[Dataset excerpts]
******************************
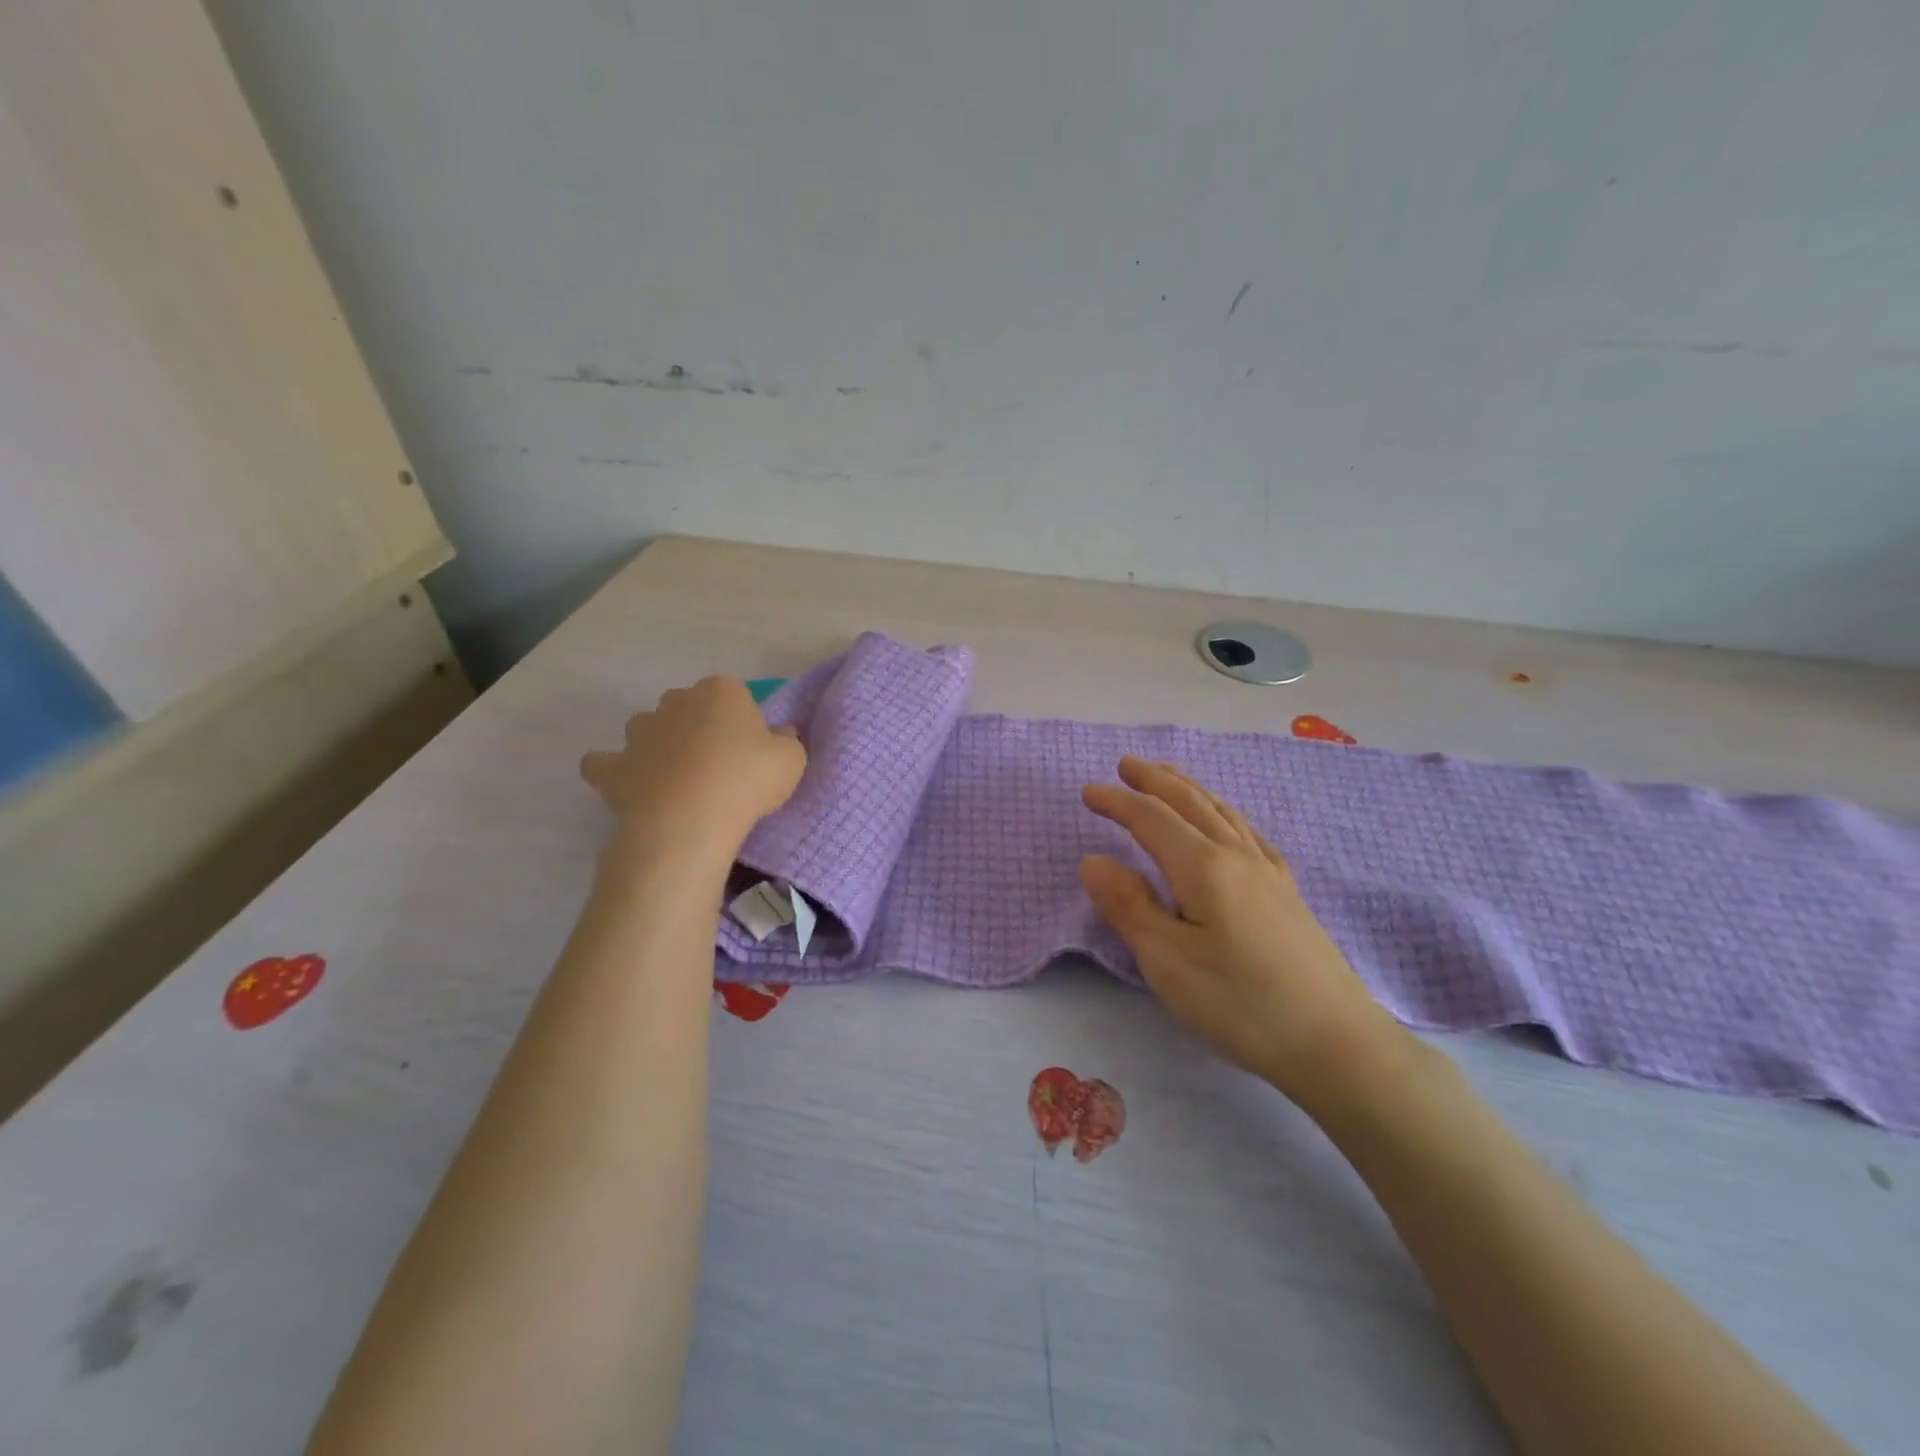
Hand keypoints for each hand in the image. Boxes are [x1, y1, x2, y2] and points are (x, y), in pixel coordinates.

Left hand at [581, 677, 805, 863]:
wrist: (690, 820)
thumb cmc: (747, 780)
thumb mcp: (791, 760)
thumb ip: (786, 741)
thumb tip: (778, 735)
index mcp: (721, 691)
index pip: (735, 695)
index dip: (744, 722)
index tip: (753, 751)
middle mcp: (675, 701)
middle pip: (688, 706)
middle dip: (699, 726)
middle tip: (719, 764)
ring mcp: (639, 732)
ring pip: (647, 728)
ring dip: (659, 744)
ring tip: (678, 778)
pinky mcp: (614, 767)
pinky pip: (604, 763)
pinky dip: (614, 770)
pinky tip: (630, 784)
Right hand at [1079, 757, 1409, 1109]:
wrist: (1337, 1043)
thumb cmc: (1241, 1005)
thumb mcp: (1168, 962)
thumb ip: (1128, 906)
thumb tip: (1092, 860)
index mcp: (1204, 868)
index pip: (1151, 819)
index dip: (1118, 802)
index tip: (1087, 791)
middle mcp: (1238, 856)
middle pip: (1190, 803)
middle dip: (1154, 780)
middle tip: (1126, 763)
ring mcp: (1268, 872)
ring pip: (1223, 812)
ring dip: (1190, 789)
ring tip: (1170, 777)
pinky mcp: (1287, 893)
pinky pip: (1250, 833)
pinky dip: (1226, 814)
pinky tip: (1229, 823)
******************************
Work item
Your answer must be the line containing "index tip: (1087, 791)" through the last line above, copied exactly, with nothing added.

Exercise output
index tip: (1087, 791)
middle mcp: (1238, 856)
middle pip: (1190, 803)
middle dip: (1154, 780)
middle tip: (1126, 763)
ring mcp: (1268, 872)
ring pip: (1223, 812)
ring dip: (1190, 789)
ring tip: (1170, 777)
pinky mcp: (1287, 893)
pinky pip: (1250, 833)
pinky dip: (1226, 814)
pinky tip: (1229, 823)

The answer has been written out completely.